+++ Input data +++
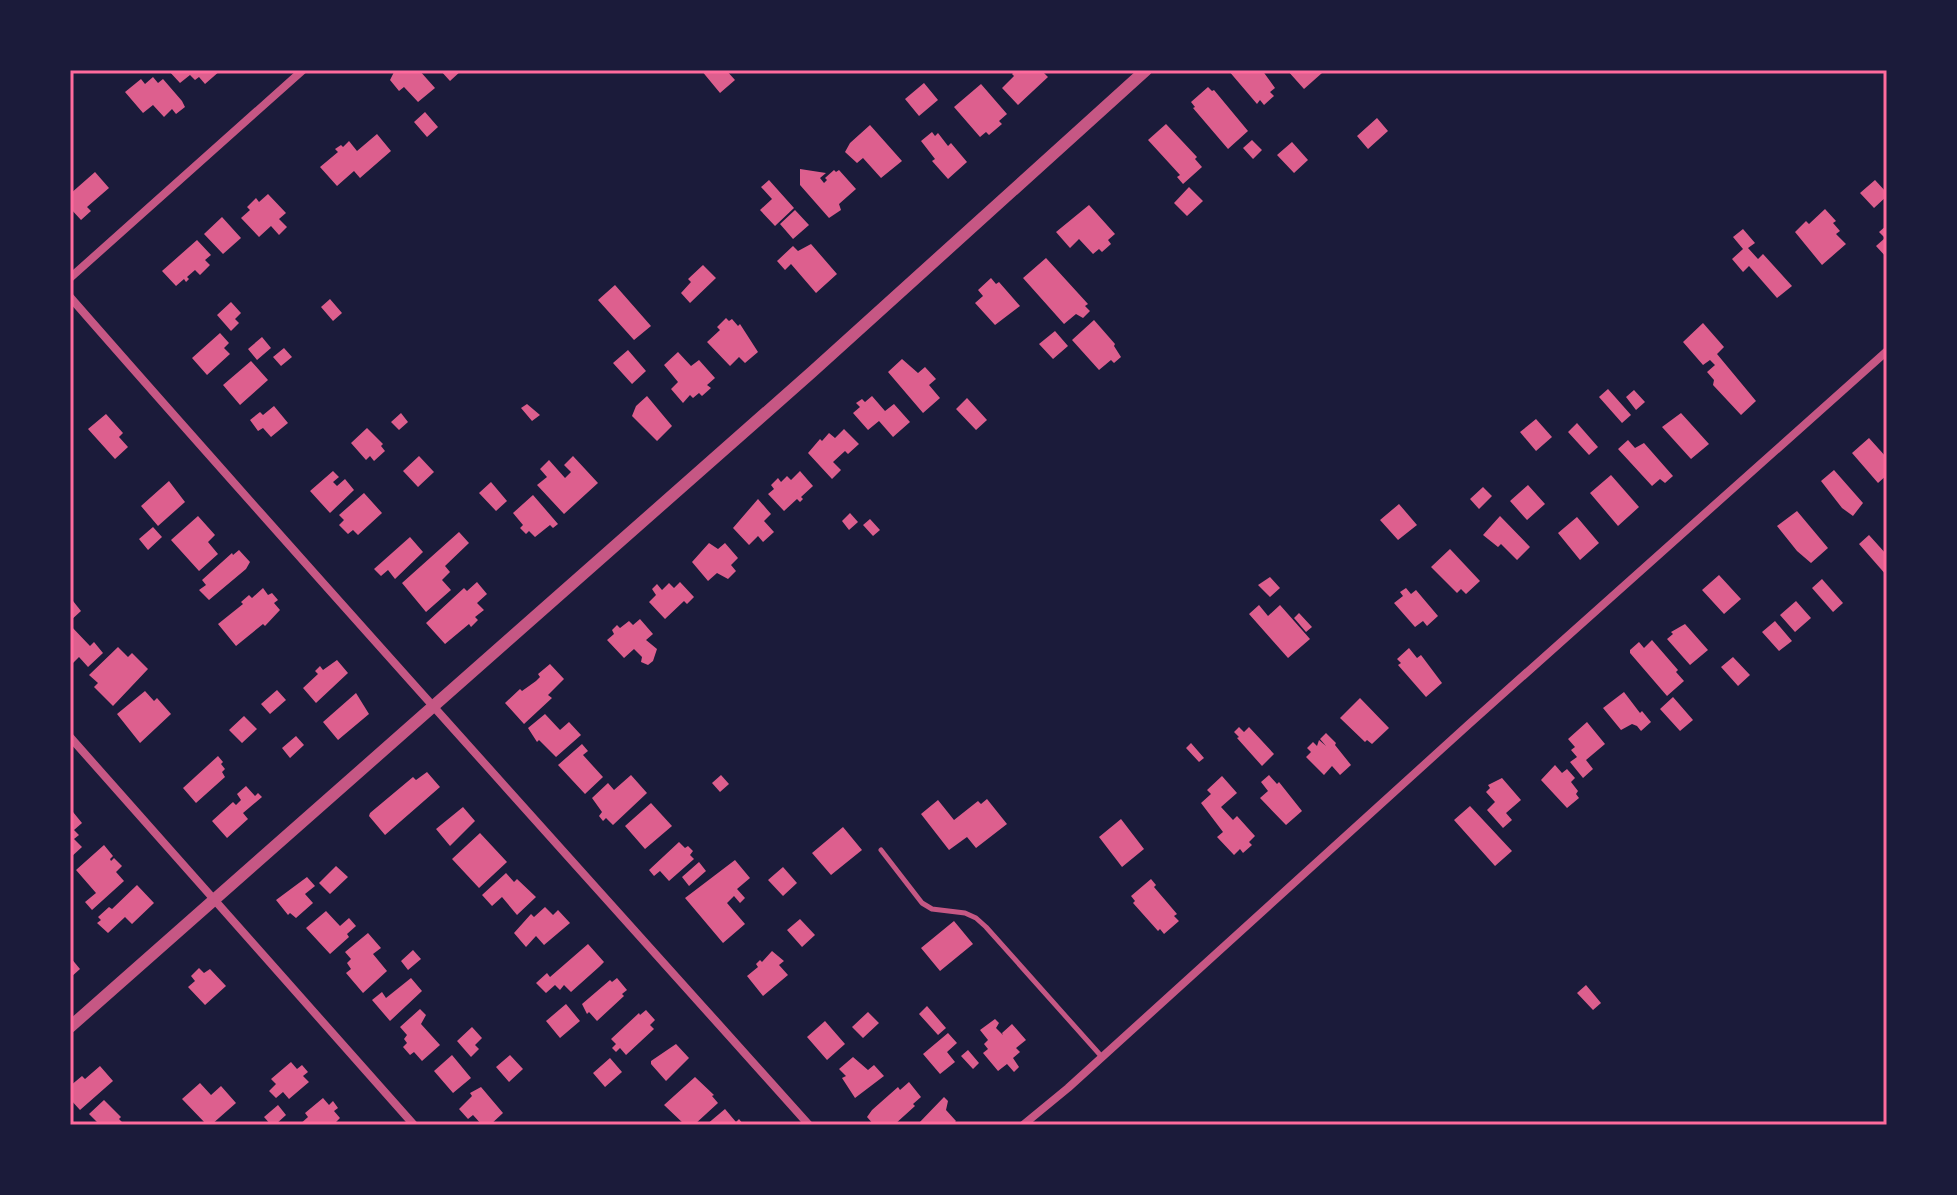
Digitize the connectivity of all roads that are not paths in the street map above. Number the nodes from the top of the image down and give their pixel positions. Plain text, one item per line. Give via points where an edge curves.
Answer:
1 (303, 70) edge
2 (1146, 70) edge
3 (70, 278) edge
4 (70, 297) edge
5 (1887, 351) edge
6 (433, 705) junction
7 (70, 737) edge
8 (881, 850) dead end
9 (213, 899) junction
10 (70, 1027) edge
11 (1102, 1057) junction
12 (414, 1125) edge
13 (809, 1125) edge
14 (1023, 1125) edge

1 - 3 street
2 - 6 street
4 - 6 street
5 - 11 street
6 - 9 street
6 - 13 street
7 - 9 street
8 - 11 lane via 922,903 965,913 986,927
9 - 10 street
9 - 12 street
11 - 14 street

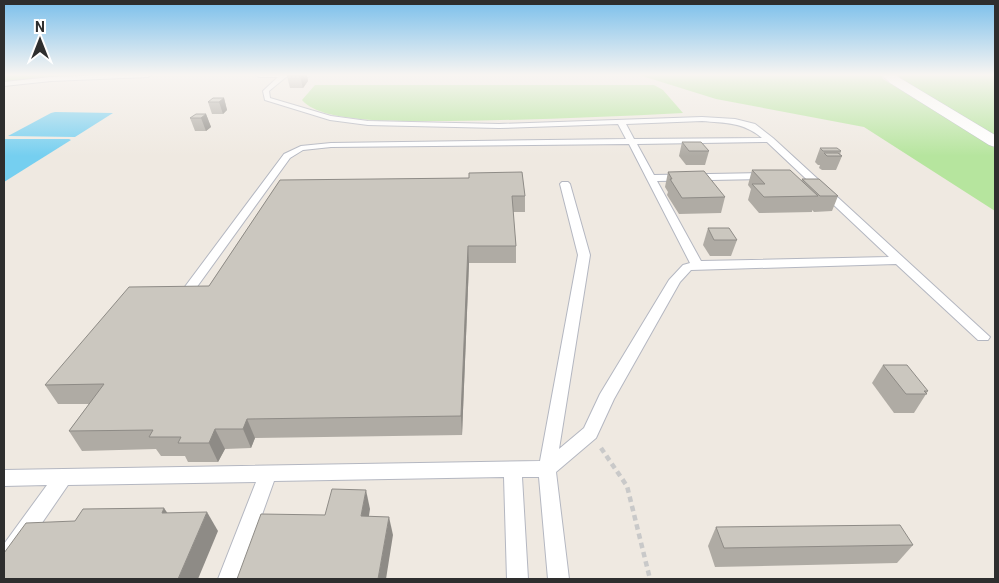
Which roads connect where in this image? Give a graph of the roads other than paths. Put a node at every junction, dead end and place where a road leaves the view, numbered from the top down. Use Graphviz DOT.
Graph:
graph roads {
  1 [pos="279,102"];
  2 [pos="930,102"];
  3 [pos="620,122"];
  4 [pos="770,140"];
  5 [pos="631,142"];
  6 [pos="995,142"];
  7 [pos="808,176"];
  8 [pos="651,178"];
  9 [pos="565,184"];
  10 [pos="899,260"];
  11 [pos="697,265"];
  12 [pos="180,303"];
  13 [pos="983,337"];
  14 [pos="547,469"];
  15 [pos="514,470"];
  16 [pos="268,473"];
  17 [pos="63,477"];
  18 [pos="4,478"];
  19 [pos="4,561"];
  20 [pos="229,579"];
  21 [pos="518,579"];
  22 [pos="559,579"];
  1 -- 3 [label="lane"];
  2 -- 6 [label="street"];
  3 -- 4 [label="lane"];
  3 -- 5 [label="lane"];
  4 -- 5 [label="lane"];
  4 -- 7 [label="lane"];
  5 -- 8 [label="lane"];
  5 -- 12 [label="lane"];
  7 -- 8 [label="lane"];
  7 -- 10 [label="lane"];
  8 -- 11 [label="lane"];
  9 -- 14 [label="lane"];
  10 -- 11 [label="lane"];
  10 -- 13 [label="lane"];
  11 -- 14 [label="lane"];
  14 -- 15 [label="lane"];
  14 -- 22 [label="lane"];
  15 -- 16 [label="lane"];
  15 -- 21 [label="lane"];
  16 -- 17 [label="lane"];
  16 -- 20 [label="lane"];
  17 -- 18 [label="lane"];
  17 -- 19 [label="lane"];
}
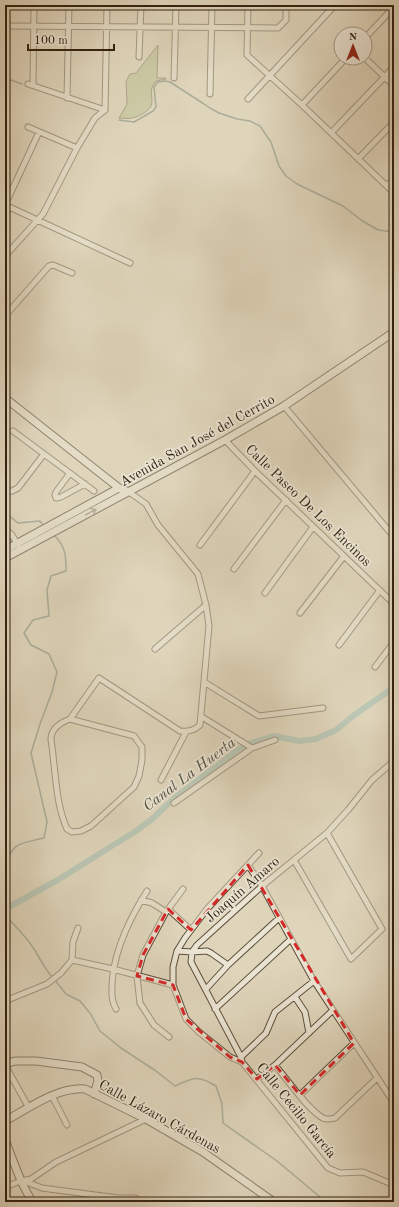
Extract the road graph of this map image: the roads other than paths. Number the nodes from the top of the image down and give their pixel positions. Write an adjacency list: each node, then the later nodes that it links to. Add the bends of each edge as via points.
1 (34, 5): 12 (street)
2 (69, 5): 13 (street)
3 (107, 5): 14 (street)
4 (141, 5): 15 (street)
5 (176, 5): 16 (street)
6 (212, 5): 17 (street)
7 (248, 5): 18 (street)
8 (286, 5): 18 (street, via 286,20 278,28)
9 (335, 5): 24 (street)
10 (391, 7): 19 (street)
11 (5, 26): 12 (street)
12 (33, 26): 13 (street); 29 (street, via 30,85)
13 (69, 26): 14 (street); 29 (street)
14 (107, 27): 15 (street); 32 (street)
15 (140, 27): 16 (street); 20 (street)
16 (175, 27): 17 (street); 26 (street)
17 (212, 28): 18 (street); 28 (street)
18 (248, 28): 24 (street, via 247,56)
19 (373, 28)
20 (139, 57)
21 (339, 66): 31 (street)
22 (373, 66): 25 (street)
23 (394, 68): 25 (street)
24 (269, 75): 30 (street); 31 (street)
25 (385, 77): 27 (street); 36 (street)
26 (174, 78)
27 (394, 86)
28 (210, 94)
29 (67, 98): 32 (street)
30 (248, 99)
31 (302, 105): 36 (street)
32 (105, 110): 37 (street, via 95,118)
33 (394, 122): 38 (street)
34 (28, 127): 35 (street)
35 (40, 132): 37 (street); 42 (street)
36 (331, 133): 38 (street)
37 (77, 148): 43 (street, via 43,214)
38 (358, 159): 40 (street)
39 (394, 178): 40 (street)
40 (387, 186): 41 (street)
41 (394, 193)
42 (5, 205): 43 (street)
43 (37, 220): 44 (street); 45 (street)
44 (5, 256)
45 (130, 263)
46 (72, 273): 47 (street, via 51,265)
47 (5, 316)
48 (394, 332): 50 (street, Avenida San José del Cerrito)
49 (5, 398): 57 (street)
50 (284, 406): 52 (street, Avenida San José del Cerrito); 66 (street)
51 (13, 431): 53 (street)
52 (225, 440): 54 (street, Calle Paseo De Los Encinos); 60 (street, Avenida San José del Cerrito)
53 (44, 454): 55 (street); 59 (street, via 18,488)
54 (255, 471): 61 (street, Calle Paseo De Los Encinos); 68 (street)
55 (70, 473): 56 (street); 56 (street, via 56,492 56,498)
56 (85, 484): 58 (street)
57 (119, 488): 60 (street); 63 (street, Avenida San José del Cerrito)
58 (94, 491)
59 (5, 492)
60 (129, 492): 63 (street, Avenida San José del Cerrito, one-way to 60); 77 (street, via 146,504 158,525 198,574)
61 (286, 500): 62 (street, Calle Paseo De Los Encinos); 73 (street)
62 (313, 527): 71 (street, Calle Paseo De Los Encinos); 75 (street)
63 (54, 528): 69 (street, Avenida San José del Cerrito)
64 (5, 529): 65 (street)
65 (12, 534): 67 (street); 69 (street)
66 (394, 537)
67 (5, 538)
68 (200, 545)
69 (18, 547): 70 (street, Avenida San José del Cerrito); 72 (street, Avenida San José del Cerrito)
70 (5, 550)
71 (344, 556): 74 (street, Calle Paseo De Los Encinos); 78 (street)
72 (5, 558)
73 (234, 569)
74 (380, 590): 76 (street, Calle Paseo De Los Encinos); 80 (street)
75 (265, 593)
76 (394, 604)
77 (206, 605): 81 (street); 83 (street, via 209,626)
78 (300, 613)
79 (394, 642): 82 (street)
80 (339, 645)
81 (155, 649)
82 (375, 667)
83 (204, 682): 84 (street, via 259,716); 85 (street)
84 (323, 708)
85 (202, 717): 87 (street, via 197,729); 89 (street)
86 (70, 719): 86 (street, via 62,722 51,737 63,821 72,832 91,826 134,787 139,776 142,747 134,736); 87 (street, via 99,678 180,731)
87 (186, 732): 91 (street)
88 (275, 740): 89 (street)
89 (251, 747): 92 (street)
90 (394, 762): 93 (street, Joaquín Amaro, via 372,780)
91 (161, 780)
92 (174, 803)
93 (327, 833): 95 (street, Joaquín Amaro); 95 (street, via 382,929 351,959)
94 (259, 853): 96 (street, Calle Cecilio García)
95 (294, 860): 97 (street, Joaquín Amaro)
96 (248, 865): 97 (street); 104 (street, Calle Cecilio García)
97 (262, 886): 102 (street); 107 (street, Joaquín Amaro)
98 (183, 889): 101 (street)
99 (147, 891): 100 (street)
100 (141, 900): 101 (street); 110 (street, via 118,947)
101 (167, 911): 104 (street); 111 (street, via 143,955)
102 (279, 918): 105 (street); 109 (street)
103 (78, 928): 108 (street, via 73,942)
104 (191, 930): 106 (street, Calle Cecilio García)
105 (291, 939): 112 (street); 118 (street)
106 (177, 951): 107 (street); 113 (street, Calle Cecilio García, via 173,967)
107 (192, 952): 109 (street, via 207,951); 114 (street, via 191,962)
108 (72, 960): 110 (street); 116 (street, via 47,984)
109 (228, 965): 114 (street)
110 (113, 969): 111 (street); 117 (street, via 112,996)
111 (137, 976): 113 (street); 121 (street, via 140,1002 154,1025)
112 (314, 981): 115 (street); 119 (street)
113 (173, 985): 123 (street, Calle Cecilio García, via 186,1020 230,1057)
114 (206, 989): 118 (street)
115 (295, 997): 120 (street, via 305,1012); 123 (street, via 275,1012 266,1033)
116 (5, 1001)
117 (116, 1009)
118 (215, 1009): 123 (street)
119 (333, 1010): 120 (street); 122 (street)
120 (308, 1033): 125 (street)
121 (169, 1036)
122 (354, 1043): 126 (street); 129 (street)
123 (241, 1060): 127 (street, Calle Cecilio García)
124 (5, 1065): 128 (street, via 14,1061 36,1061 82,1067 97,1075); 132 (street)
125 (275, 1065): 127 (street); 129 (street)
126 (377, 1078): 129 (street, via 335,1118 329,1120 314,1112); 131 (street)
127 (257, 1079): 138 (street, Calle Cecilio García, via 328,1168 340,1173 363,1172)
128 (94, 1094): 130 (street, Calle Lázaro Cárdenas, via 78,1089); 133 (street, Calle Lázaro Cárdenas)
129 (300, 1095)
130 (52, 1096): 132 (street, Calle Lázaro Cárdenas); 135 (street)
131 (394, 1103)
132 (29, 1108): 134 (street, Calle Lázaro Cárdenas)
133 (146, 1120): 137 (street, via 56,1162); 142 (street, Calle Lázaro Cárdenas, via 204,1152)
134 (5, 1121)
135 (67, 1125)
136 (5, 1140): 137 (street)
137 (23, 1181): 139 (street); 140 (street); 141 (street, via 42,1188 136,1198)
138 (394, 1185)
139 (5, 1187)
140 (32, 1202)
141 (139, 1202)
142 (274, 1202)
+++
Work request: Count the lines in the records above that contain "junction". Reply with the number only.

Completed task: 4